• [Aim of the exercise]: Repeat the data as given. Images do not go in the copy.

[Start of Attachment]

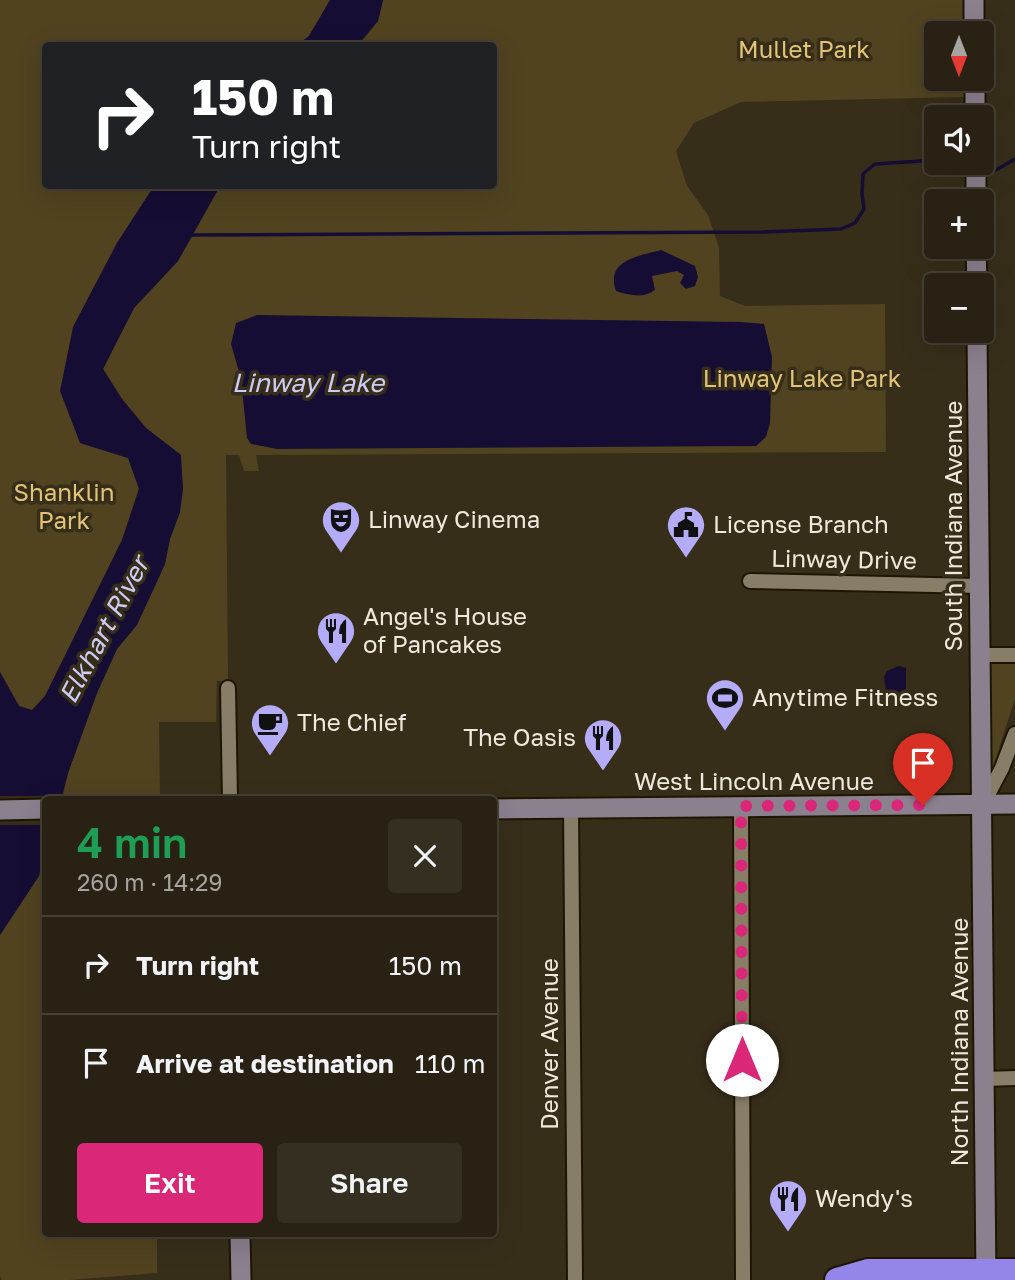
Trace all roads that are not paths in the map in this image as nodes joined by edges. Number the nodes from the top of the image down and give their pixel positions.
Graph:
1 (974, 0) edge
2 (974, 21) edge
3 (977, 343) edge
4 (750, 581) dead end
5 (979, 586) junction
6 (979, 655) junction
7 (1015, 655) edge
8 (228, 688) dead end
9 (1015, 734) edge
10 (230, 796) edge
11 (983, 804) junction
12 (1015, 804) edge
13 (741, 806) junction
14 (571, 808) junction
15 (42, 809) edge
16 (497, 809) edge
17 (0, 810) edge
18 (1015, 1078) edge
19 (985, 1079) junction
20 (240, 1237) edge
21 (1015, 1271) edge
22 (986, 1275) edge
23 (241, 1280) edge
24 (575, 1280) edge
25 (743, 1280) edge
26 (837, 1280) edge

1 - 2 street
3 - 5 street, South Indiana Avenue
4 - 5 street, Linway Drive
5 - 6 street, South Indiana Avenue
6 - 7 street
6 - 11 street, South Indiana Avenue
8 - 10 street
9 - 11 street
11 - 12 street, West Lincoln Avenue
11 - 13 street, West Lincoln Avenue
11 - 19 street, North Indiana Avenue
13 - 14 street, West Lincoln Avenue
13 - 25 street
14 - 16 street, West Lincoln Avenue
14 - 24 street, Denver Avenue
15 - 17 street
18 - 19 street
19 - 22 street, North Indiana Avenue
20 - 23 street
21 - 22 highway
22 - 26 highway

[End of Attachment]

• [Task solution]:
Trace all roads that are not paths in the map in this image as nodes joined by edges. Number the nodes from the top of the image down and give their pixel positions.
Graph:
1 (974, 0) edge
2 (974, 21) edge
3 (977, 343) edge
4 (750, 581) dead end
5 (979, 586) junction
6 (979, 655) junction
7 (1015, 655) edge
8 (228, 688) dead end
9 (1015, 734) edge
10 (230, 796) edge
11 (983, 804) junction
12 (1015, 804) edge
13 (741, 806) junction
14 (571, 808) junction
15 (42, 809) edge
16 (497, 809) edge
17 (0, 810) edge
18 (1015, 1078) edge
19 (985, 1079) junction
20 (240, 1237) edge
21 (1015, 1271) edge
22 (986, 1275) edge
23 (241, 1280) edge
24 (575, 1280) edge
25 (743, 1280) edge
26 (837, 1280) edge

1 - 2 street
3 - 5 street, South Indiana Avenue
4 - 5 street, Linway Drive
5 - 6 street, South Indiana Avenue
6 - 7 street
6 - 11 street, South Indiana Avenue
8 - 10 street
9 - 11 street
11 - 12 street, West Lincoln Avenue
11 - 13 street, West Lincoln Avenue
11 - 19 street, North Indiana Avenue
13 - 14 street, West Lincoln Avenue
13 - 25 street
14 - 16 street, West Lincoln Avenue
14 - 24 street, Denver Avenue
15 - 17 street
18 - 19 street
19 - 22 street, North Indiana Avenue
20 - 23 street
21 - 22 highway
22 - 26 highway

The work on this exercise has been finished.